We next used the Oa-Lip to engineer the 4T1 murine breast cancer cell surface. In order to verify the successful cell surface labelling, we first conjugated a fluorescent dye, rhodamine (Rhd), to Oa-C12 to prepare Rhd-C12 and formulated the fluorescent liposome with POPC/DOTAP at the same mole ratio (Rhd-Lip, Fig. S3a†). Rhd-Lips were then added to the 4T1 cells and incubated in cell culture for 4 h (Fig. S3b†). The high fluorescence signal of Rhd shown in the confocal microscopy image indicates the successful Rhd-Lip fusion and display of Rhd-C12 on the 4T1 cells (Fig. S3c†). Direct addition of Rhd-C12 to the cell culture only resulted in minimum cell surface labelling of fluorescence suggesting the importance of the liposome binding and fusion process.^23,24 Furthermore, we investigated whether the Oa groups displayed on the cell surface were still active for oxime ligation. The 4T1 cell surface was engineered with Oa-Lip similarly to present Oa groups on the 4T1 cell membrane (denoted as o4T1). Rhd dye bearing an aldehyde group (Ald-Rhd) was subsequently added after washing off the excess Oa-Lip (Fig. S4a†). A markedly increased fluorescence signal was observed on the 4T1 cells with surface-expressed Oa groups (o4T1) through the specific oxime ligation with Ald-Rhd. In contrast, the o4T1 cells treated with non-functional Rhd or native 4T1 cells treated with Ald-Rhd resulted in a limited level of fluorescence signal likely due to the nonspecific and poorly efficient conjugation or adsorption (Fig. S4b†). Therefore, these results demonstrated that the cancer cell surface could be effectively engineered using a liposome fusion strategy to express chemically active Oa groups to further facilitate specific oxime ligation on the cell membrane.
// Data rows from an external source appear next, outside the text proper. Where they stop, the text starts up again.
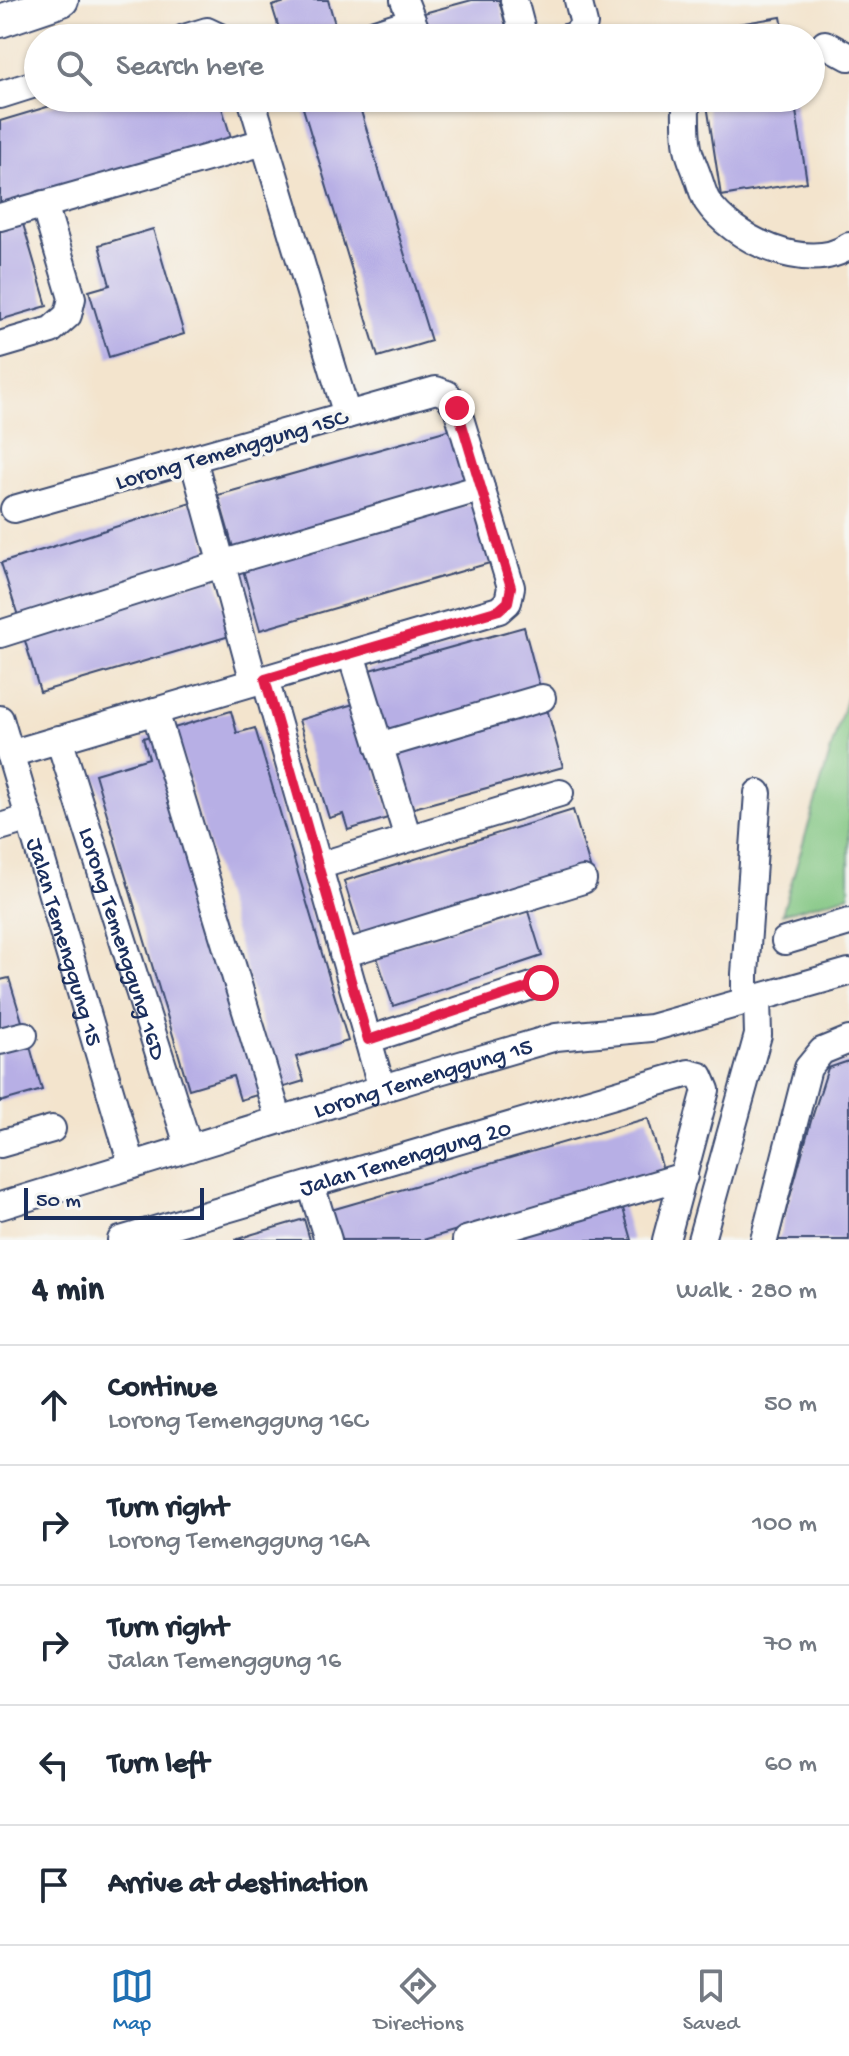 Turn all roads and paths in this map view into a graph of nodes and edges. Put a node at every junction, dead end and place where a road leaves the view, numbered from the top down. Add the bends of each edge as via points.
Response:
1 (62, 0) edge
2 (514, 0) edge
3 (578, 0) edge
4 (0, 21) edge
5 (520, 24) edge
6 (584, 24) edge
7 (825, 44) dead end
8 (849, 57) edge
9 (24, 87) edge
10 (0, 95) edge
11 (255, 112) edge
12 (687, 112) edge
13 (264, 142) junction
14 (44, 204) junction
15 (0, 217) edge
16 (849, 246) edge
17 (0, 345) edge
18 (347, 415) junction
19 (193, 459) junction
20 (481, 488) junction
21 (14, 509) dead end
22 (221, 564) junction
23 (0, 634) edge
24 (351, 654) junction
25 (259, 680) junction
26 (542, 698) dead end
27 (155, 711) junction
28 (0, 719) edge
29 (59, 739) junction
30 (379, 746) junction
31 (10, 754) junction
32 (560, 793) dead end
33 (758, 793) dead end
34 (30, 818) junction
35 (0, 827) edge
36 (408, 838) junction
37 (318, 866) junction
38 (583, 880) dead end
39 (849, 922) edge
40 (785, 941) dead end
41 (343, 954) junction
42 (849, 972) edge
43 (541, 983) dead end
44 (751, 1000) junction
45 (368, 1040) junction
46 (849, 1040) edge
47 (382, 1089) junction
48 (279, 1120) junction
49 (52, 1129) dead end
50 (0, 1144) edge
51 (189, 1148) junction
52 (132, 1165) junction
53 (684, 1176) junction
54 (311, 1185) junction
55 (0, 1206) edge
56 (121, 1240) edge
57 (328, 1240) edge
58 (466, 1240) edge
59 (666, 1240) edge
60 (701, 1240) edge
61 (764, 1240) edge

1 - 4 main road
2 - 5 street
3 - 6 street
7 - 8 street
9 - 10 street
11 - 13 street
12 - 16 street via 688,148 706,200 728,224 751,240 808,257
13 - 14 street
13 - 18 street
14 - 15 street
14 - 17 street via 72,298 68,315 51,330
18 - 19 street, Lorong Temenggung 15C
18 - 20 street, Lorong Temenggung 15C via 436,390 447,394 457,408
19 - 21 street, Lorong Temenggung 15C
19 - 22 street
20 - 22 street
20 - 24 street via 511,587 508,602 499,610
22 - 23 street
22 - 25 street
24 - 25 street
24 - 30 street
25 - 27 street
25 - 37 street
26 - 30 street
27 - 29 street
27 - 48 street
28 - 31 street, Jalan Temenggung 15
29 - 31 street
29 - 51 street, Lorong Temenggung 16D
30 - 36 street
31 - 34 street, Jalan Temenggung 15
32 - 36 street
33 - 44 street via 745,974
34 - 35 street
34 - 52 street, Jalan Temenggung 15
36 - 37 street
37 - 41 street
38 - 41 street
39 - 40 street
41 - 45 street
42 - 44 street, Lorong Temenggung 15
43 - 45 street
44 - 47 street, Lorong Temenggung 15 via 651,1028 556,1037
44 - 60 street via 758,1035
45 - 47 street
46 - 61 street via 822,1051 808,1068
47 - 48 street, Lorong Temenggung 15
48 - 51 street, Lorong Temenggung 15
49 - 50 street
51 - 52 street, Lorong Temenggung 15
52 - 55 street, Lorong Temenggung 15
53 - 54 street, Jalan Temenggung 20 via 706,1090 700,1076 689,1073
53 - 58 street
53 - 59 street
54 - 56 street, Jalan Temenggung 20
54 - 57 street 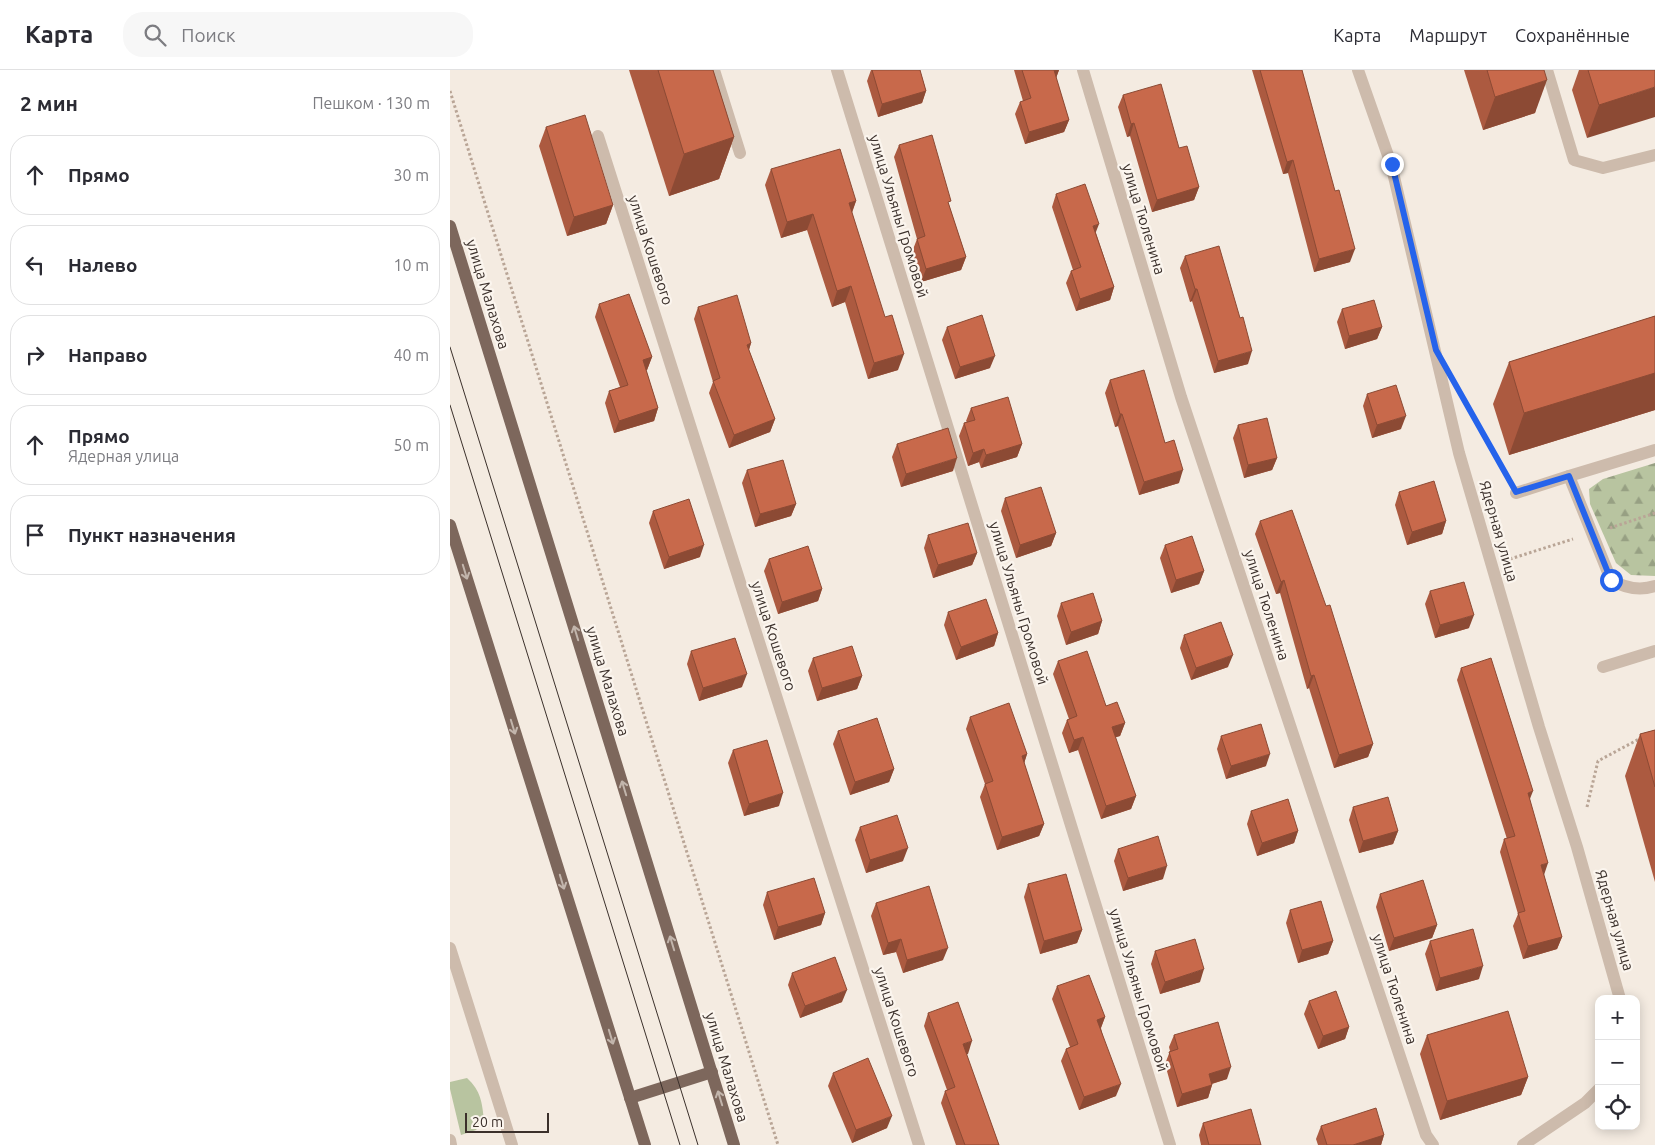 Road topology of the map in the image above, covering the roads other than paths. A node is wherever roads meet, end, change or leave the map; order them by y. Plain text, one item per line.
1 (714, 70) edge
2 (837, 70) edge
3 (1082, 70) edge
4 (1358, 70) edge
5 (1547, 70) edge
6 (598, 136) dead end
7 (740, 154) dead end
8 (1655, 155) edge
9 (450, 226) edge
10 (1655, 450) edge
11 (1569, 476) junction
12 (1516, 492) road end
13 (450, 525) edge
14 (1655, 586) edge
15 (1655, 651) edge
16 (1603, 667) dead end
17 (450, 948) edge
18 (1619, 995) edge
19 (712, 1072) junction
20 (1595, 1093) edge
21 (630, 1098) junction
22 (450, 1140) edge
23 (507, 1144) edge
24 (452, 1145) edge
25 (644, 1145) edge
26 (734, 1145) edge
27 (919, 1145) edge
28 (1170, 1145) edge
29 (1433, 1145) edge
30 (1523, 1145) edge

1 - 7 street
2 - 28 street, улица Ульяны Громовой
3 - 29 street, улица Тюленина
4 - 18 street, Ядерная улица
5 - 8 street
6 - 27 street, улица Кошевого
19 -> 9 main road, улица Малахова
10 - 11 street
11 - 12 street
11 - 14 street
13 -> 21 main road
15 - 16 street
17 - 23 street
19 - 21 main road
26 -> 19 main road, улица Малахова
20 - 30 street
21 - 25 main road
22 - 24 street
Intracellular fluorescence was observed during the liposome fusion process suggesting endocytosis of these liposomes or their components may occur after membrane fusion (Fig. S3c†). This could provide a possible method for internal membrane engineering for intracellular targeting.²⁴ However, it was noticed that sufficient functional groups were present on cell surface to facilitate the oxime ligation with the corresponding ligands (Fig. S4b†). Such intracellular membrane labelling may be beneficial in the scenario of targeted intracellular drug delivery.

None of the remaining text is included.